Annual meetings also increasingly include voting on one or more of a variety of proposals that may have been put forth by the company’s board of directors or by a stockholder that has met the requirements of the company’s bylaws and applicable federal securities regulations.
This post summarizes key developments relating to stockholder voting at annual meetings in the 2024 proxy season among the SV 150 and S&P 100.[1]
Significant Findings
Our 2024 Proxy Season Results Survey shows:
- Annual meeting participation was relatively consistent with 2023 participation. Stockholder support for directors remained high for both SV 150 and S&P 100 companies. SV 150 companies saw an increase in average stockholder “say-on-pay” support following four straight years of declining support and S&P companies saw a continuing increase in support for these proposals.
- The number of stockholder proposals saw a slight decrease in 2024 for the SV 150, while the number of stockholder proposals decreased significantly for the S&P 100, primarily as a result of a significant decrease in governance-related stockholder proposals. The SV 150 saw an overall increase in stockholder support for such proposals, while the S&P 100 saw an overall decrease in support.
- Even the smaller public companies in Silicon Valley are not immune to stockholder pressures. However, the majority of stockholder proposals in 2024 were aimed at the largest Silicon Valley companies. As companies grow larger, it is more likely they will come into the crosshairs of stockholder activists that make proposals.
Other Key Findings
Director Elections
- In the SV 150, the median of the average percentage of votes for (as opposed to votes against or withheld) each company’s nominees was 95.9%, ranging from 63.8% up to 99.8% on average who voted for the board-sponsored nominees (compared to a median of 96.4% and range of 73.2% to 98.9% in the S&P 100).
- There were 149 uncontested elections of directors in the SV 150 (and 98 in the S&P 100).

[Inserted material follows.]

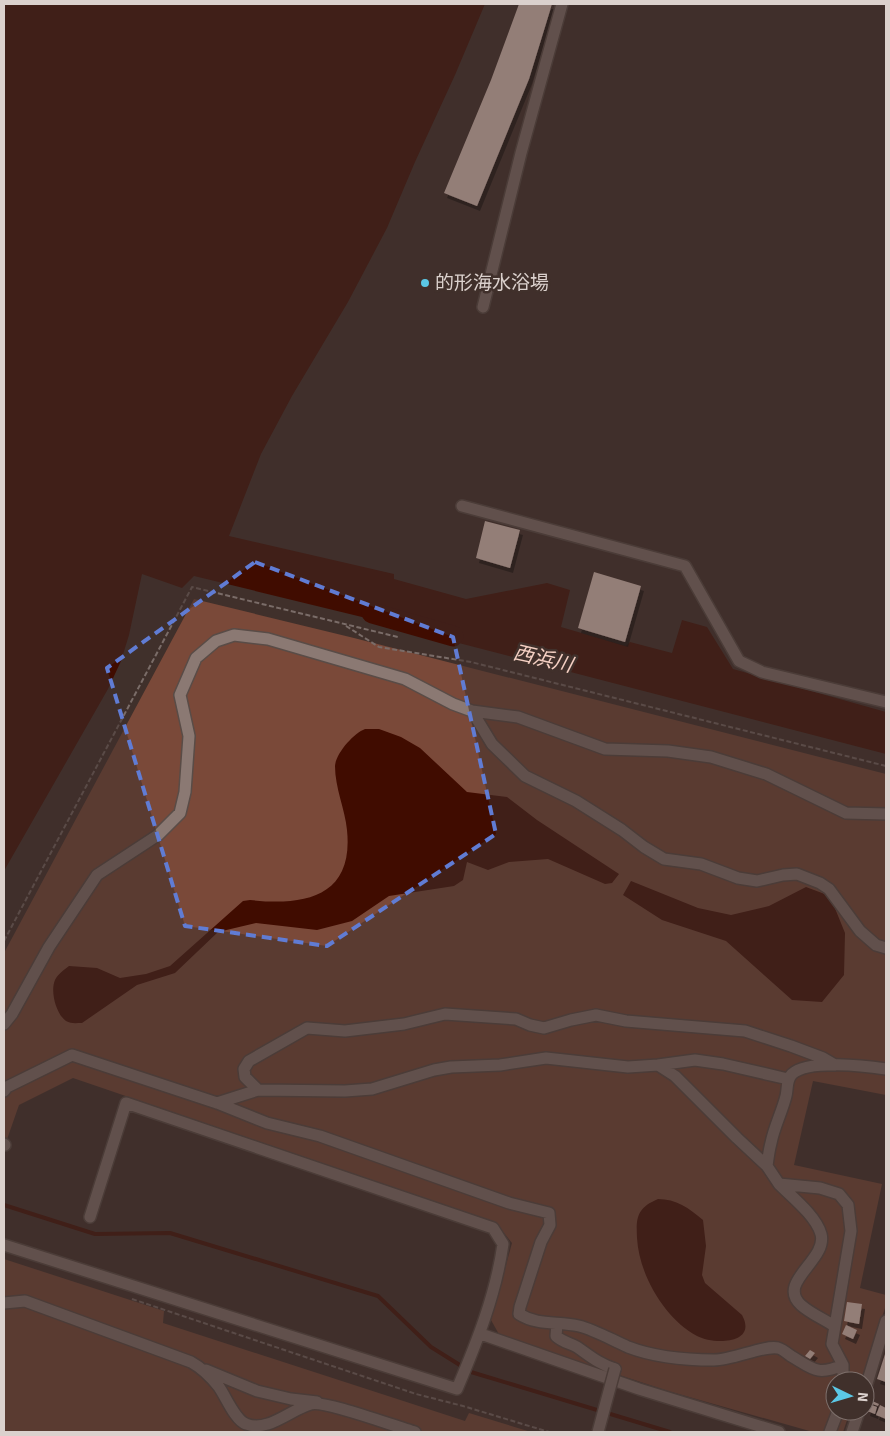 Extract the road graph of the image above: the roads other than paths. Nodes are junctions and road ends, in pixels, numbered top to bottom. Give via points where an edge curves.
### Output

Since they were uncontested, election of the board-nominated candidates was generally not in doubt, subject only to any applicable majority voting policy.
- In the 2024 proxy season, only two companies in the SV 150 (zero in the S&P 100) had one or more directors who received more “against” or “withheld” votes than “for” votes in uncontested elections.
Say-on-Pay
- SV 150 companies and S&P 100 companies both saw an increase in support for their say-on-pay proposals in 2024. Seven SV 150 companies failed their say-on-pay votes compared to nine failures in 2023, and the average percentage of votes “for” of shares cast (ignoring broker non-votes and abstentions) for say-on-pay proposals was 87.0%, compared to 84.8% in 2023.

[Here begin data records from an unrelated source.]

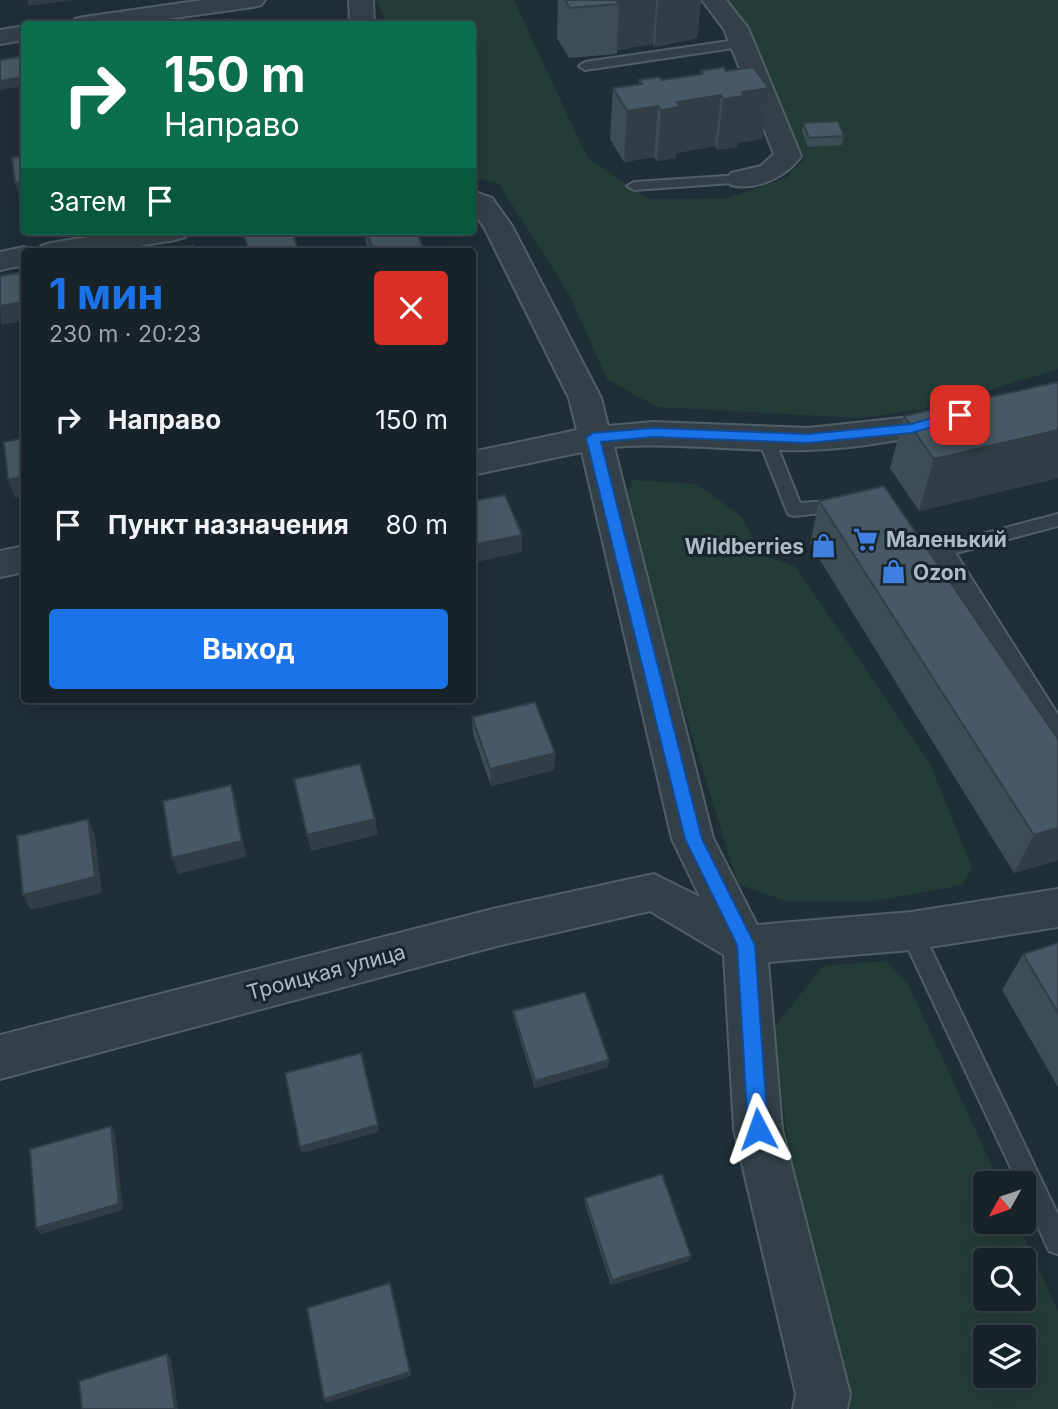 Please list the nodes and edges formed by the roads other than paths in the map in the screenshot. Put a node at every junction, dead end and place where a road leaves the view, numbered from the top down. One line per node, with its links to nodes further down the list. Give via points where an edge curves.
1 (253, 0): 4 (street)
2 (361, 0): 5 (street)
3 (714, 0): 8 (street)
4 (105, 21)
5 (362, 21)
6 (21, 34): 7 (street)
7 (0, 37)
8 (743, 43): 9 (lane); 10 (street, via 788,156 770,172)
9 (585, 66)
10 (741, 179): 11 (lane)
11 (634, 186)
12 (476, 201): 18 (street, via 498,226 546,320 584,398)
13 (151, 235): 14 (street)
14 (75, 248)
15 (21, 257): 16 (street)
16 (0, 261)
17 (978, 410): 19 (street, via 911,428 808,439)
18 (593, 438): 19 (street, via 653,433); 20 (street); 29 (street, via 693,839)
19 (766, 438): 21 (lane, via 794,510 855,505)
20 (476, 463)
21 (866, 510)
22 (1058, 520): 23 (lane)
23 (937, 552): 26 (street)
24 (21, 560): 25 (street)
25 (0, 564)
26 (1056, 742)
27 (1058, 908): 28 (street)
28 (911, 930): 29 (street); 31 (lane)
29 (746, 945): 30 (street, Троицкая улица, via 654,892 497,927); 32 (street, via 758,1129 822,1394)
30 (0, 1057)
31 (1058, 1242)
32 (820, 1409)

- Two S&P 100 companies failed their say-on-pay vote in 2024, compared to four in 2023. The average percentage of votes “for” of total votes cast (ignoring broker non-votes and abstentions) for say-on-pay proposals increased from 86.7% in 2023 to 88.3% in 2024.
- Opposition to named executive officer compensation reached 15% or more of votes cast (ignoring abstentions and broker non-votes) at 30.2% of SV 150 companies (compared to 17.9% of S&P 100 companies). Within those SV 150 companies with relatively lower levels of support, opposition reached 30% or more at 13 companies (of which 10 had opposition of 40% or more, including seven companies where opposition exceeded 50%), down from 18 companies in 2023.
Auditor Ratification
- A total of 149 companies (out of 149) in the SV 150 and 99 (out of 100) companies in the S&P 100 that held annual meetings in the 2024 proxy season included auditor ratification among the matters being voted upon by stockholders.
- Among SV 150 companies, 12.7% had 5% or more shares that voted against or abstained with respect to auditor ratification compared to 14.9% in the 2023 proxy season and 15.4% in the 2022 proxy season. (1.3% of companies had 10% or more shares that voted against/ abstained in 2024 compared to 2.0% in 2023 and 1.4% in the 2022 proxy season).
Other Proposals Voted On
The total number of proposals on which SV 150 companies voted decreased by 0.3% in 2024. In the S&P, the total number of proposals voted on decreased by 11.3%, driven primarily by a decrease in say-on-frequency proposals.
Company Proposals
- Excluding the director elections, say-on-pay (and say-on-frequency) and auditor approval voting covered above, stockholders at SV 150 companies voted on 112 company-sponsored proposals in the 2024 proxy season, primarily on compensation-related subjects, as well as some governance and general business matters (compared to 61 such proposals at S&P 100 companies).
Stockholder Proposals
- The stockholder-sponsored proposals voted on in the SV 150 generally focused on governance matters or policy issues (this was also true in the S&P 100). They were also generally unsuccessful (only five succeeded in 2024 compared to two in 2023).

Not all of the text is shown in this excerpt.